Step 3. Go through your outline and make flashcards out of any important points (or add them to question and answer list).
Step 4. Move on to the next chapter and repeat until done with all chapters
SECOND REVIEW
Step 1. Go through all multiple choice questions again. The objective is not just to answer the question correctly, but to understand the concepts behind the questions. For concepts you are strong on that you will not forget before the exam, mark on your spreadsheet you are done with them so you don’t do them again. Keep adding material you need to know to the list of questions and answers that you have been quizzing yourself on.
Step 2. Go through all your typed outlines and remove information you definitely know. Try to condense the outline for each chapter down to about 1-2 pages.

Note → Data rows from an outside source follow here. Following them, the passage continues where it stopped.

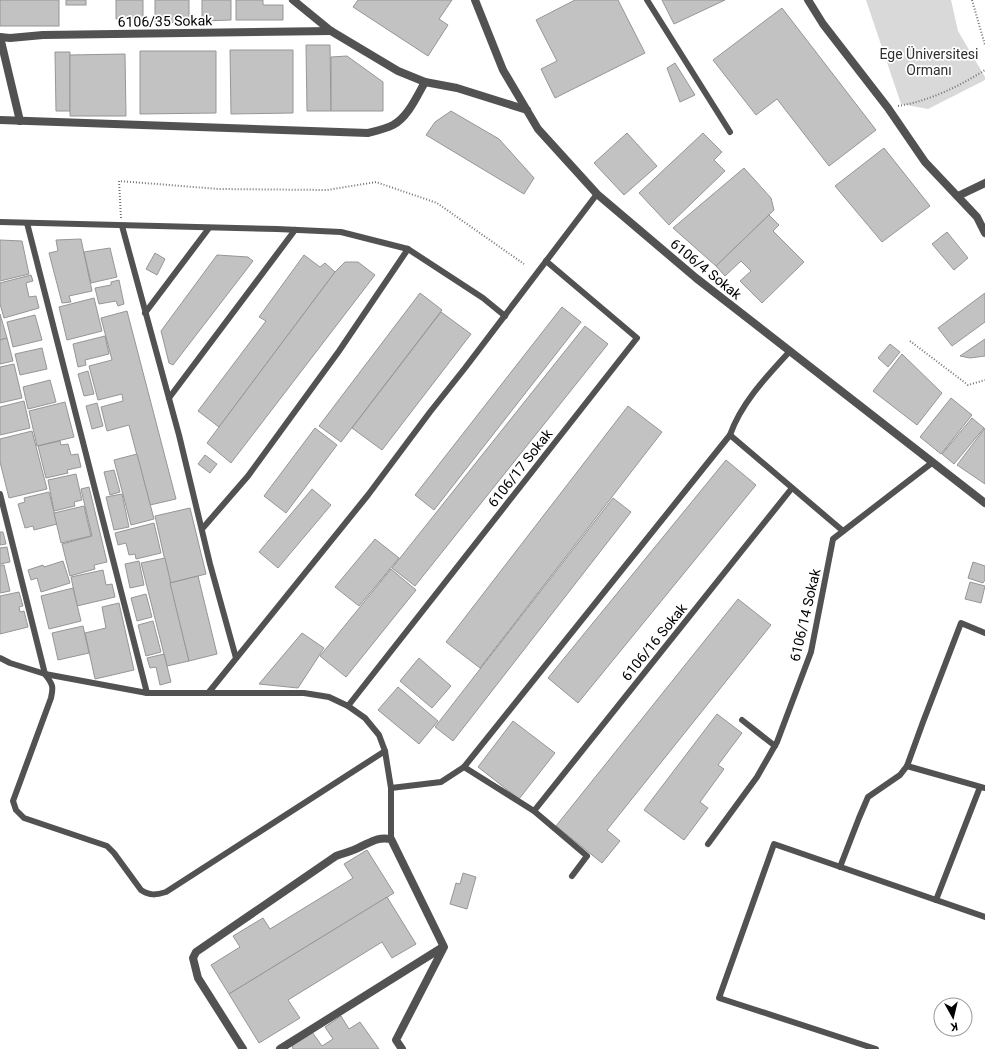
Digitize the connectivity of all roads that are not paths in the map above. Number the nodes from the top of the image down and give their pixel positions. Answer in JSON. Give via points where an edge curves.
{"nodes":[{"id":1,"x":293,"y":0,"type":"edge"},
{"id":2,"x":475,"y":0,"type":"edge"},
{"id":3,"x":647,"y":0,"type":"edge"},
{"id":4,"x":808,"y":0,"type":"edge"},
{"id":5,"x":331,"y":31,"type":"junction"},
{"id":6,"x":0,"y":37,"type":"edge"},
{"id":7,"x":425,"y":82,"type":"junction"},
{"id":8,"x":527,"y":110,"type":"junction"},
{"id":9,"x":0,"y":120,"type":"edge"},
{"id":10,"x":20,"y":121,"type":"junction"},
{"id":11,"x":730,"y":132,"type":"dead end"},
{"id":12,"x":985,"y":183,"type":"edge"},
{"id":13,"x":597,"y":194,"type":"junction"},
{"id":14,"x":958,"y":196,"type":"junction"},
{"id":15,"x":0,"y":222,"type":"edge"},
{"id":16,"x":27,"y":223,"type":"junction"},
{"id":17,"x":122,"y":226,"type":"junction"},
{"id":18,"x":209,"y":228,"type":"junction"},
{"id":19,"x":295,"y":230,"type":"junction"},
{"id":20,"x":985,"y":233,"type":"edge"},
{"id":21,"x":408,"y":249,"type":"junction"},
{"id":22,"x":546,"y":261,"type":"junction"},
{"id":23,"x":145,"y":312,"type":"junction"},
{"id":24,"x":505,"y":316,"type":"junction"},
{"id":25,"x":790,"y":351,"type":"junction"},
{"id":26,"x":169,"y":398,"type":"junction"},
{"id":27,"x":730,"y":435,"type":"junction"},
{"id":28,"x":933,"y":462,"type":"junction"},
{"id":29,"x":792,"y":488,"type":"junction"},
{"id":30,"x":0,"y":494,"type":"edge"},
{"id":31,"x":985,"y":502,"type":"edge"},
{"id":32,"x":202,"y":529,"type":"junction"},
{"id":33,"x":843,"y":531,"type":"junction"},
{"id":34,"x":985,"y":634,"type":"edge"},
{"id":35,"x":0,"y":658,"type":"edge"},
{"id":36,"x":236,"y":658,"type":"junction"},
{"id":37,"x":45,"y":674,"type":"junction"},
{"id":38,"x":209,"y":692,"type":"junction"},
{"id":39,"x":147,"y":693,"type":"junction"},
{"id":40,"x":348,"y":706,"type":"junction"},
{"id":41,"x":742,"y":720,"type":"dead end"},
{"id":42,"x":775,"y":746,"type":"junction"},
{"id":43,"x":385,"y":751,"type":"junction"},
{"id":44,"x":907,"y":766,"type":"junction"},
{"id":45,"x":464,"y":767,"type":"junction"},
{"id":46,"x":391,"y":788,"type":"junction"},
{"id":47,"x":983,"y":788,"type":"edge"},
{"id":48,"x":534,"y":811,"type":"junction"},
{"id":49,"x":391,"y":839,"type":"junction"},
{"id":50,"x":708,"y":844,"type":"dead end"},
{"id":51,"x":840,"y":867,"type":"junction"},
{"id":52,"x":572,"y":876,"type":"dead end"},
{"id":53,"x":936,"y":900,"type":"junction"},
{"id":54,"x":985,"y":917,"type":"edge"},
{"id":55,"x":444,"y":947,"type":"junction"},
{"id":56,"x":396,"y":1040,"type":"junction"},
{"id":57,"x":243,"y":1049,"type":"edge"},
{"id":58,"x":280,"y":1049,"type":"edge"},
{"id":59,"x":393,"y":1049,"type":"edge"},
{"id":60,"x":402,"y":1049,"type":"edge"},
{"id":61,"x":876,"y":1049,"type":"edge"}],
"edges":[{"from":1,"to":5,"type":"street"},
{"from":2,"to":8,"type":"street","name":"6106/4 Sokak","via":[[503,70]]},
{"from":3,"to":11,"type":"lane"},
{"from":4,"to":14,"type":"street","via":[[925,162]]},
{"from":5,"to":6,"type":"street","name":"6106/35 Sokak"},
{"from":5,"to":7,"type":"street","via":[[398,71]]},
{"from":6,"to":10,"type":"street"},
{"from":7,"to":8,"type":"street","via":[[457,88]]},
{"from":7,"to":10,"type":"street","via":[[409,110],[394,125],[368,133]]},
{"from":8,"to":13,"type":"street","name":"6106/4 Sokak","via":[[538,129]]},
{"from":9,"to":10,"type":"street"},
{"from":12,"to":14,"type":"street"},
{"from":13,"to":22,"type":"lane"},
{"from":13,"to":25,"type":"street","name":"6106/4 Sokak","via":[[696,278]]},
{"from":14,"to":20,"type":"street","via":[[977,217]]},
{"from":15,"to":16,"type":"lane"},
{"from":16,"to":17,"type":"lane"},
{"from":16,"to":39,"type":"lane"},
{"from":17,"to":18,"type":"lane"},
{"from":17,"to":23,"type":"lane"},
{"from":18,"to":19,"type":"lane"},
{"from":18,"to":23,"type":"lane"},
{"from":19,"to":21,"type":"lane","via":[[341,232]]},
{"from":19,"to":26,"type":"lane"},
{"from":21,"to":24,"type":"lane","via":[[483,298]]},
{"from":21,"to":32,"type":"lane","via":[[339,351],[248,476]]},
{"from":22,"to":24,"type":"lane"},
{"from":22,"to":40,"type":"lane","name":"6106/17 Sokak","via":[[637,338]]},
{"from":23,"to":26,"type":"lane"},
{"from":24,"to":36,"type":"lane","via":[[368,495]]},
{"from":25,"to":27,"type":"lane","via":[[756,390],[734,422]]},
{"from":25,"to":28,"type":"street","name":"6106/4 Sokak"},
{"from":26,"to":32,"type":"lane"},
{"from":27,"to":29,"type":"lane"},
{"from":27,"to":45,"type":"lane"},
{"from":28,"to":31,"type":"street","name":"6106/4 Sokak"},
{"from":28,"to":33,"type":"lane","name":"6106/14 Sokak"},
{"from":29,"to":33,"type":"lane"},
{"from":29,"to":48,"type":"lane","name":"6106/16 Sokak"},
{"from":30,"to":37,"type":"lane"},
{"from":32,"to":36,"type":"lane"},
{"from":33,"to":42,"type":"lane","name":"6106/14 Sokak","via":[[833,539],[812,652]]},
{"from":34,"to":44,"type":"lane","via":[[961,623]]},
{"from":35,"to":37,"type":"lane"},
{"from":36,"to":38,"type":"lane"},
{"from":37,"to":39,"type":"lane"},
{"from":37,"to":43,"type":"lane","via":[[53,688],[51,698],[13,801],[16,810],[29,821],[106,846],[141,890],[151,895],[166,892]]},
{"from":38,"to":39,"type":"lane"},
{"from":38,"to":40,"type":"lane","via":[[304,693],[330,697]]},
{"from":40,"to":43,"type":"lane","via":[[366,718],[379,735]]},
{"from":41,"to":42,"type":"lane"},
{"from":42,"to":50,"type":"lane","name":"6106/14 Sokak","via":[[757,777]]},
{"from":43,"to":46,"type":"lane"},
{"from":44,"to":47,"type":"lane"},
{"from":44,"to":51,"type":"lane","via":[[900,775],[868,797]]},
{"from":45,"to":46,"type":"lane","via":[[441,782]]},
{"from":45,"to":48,"type":"lane"},
{"from":46,"to":49,"type":"lane"},
{"from":47,"to":53,"type":"lane"},
{"from":48,"to":52,"type":"lane","via":[[587,856]]},
{"from":49,"to":55,"type":"street"},
{"from":49,"to":57,"type":"street","via":[[375,839],[336,856],[196,952],[193,958],[198,978]]},
{"from":51,"to":53,"type":"lane"},
{"from":51,"to":61,"type":"lane","via":[[774,844],[719,998]]},
{"from":53,"to":54,"type":"lane"},
{"from":55,"to":56,"type":"street"},
{"from":55,"to":58,"type":"street"},
{"from":56,"to":59,"type":"street"},
{"from":56,"to":60,"type":"street"}]}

Step 3. By now your list of questions and answers is probably pretty big, start to remove the questions you know the answers to by heart.
THIRD REVIEW
Just keep doing the steps in the second review over and over until you have absorbed most of the info. My goal was to really know 90% of the material on the exam. There are some EXTREMELY difficult concepts in each section that are such a small part of the exam it was not worth studying in detail. If you decide to skip something I would try to at least learn some basic stuff about it. But if you really know through and through 85-90% of the material on the exam, you should be fine unless you get really unlucky and get a graded simulation on the 10-15% you don’t know. Even then you may be ok and end up passing. Just remember to use the research tab for the stuff you don’t know!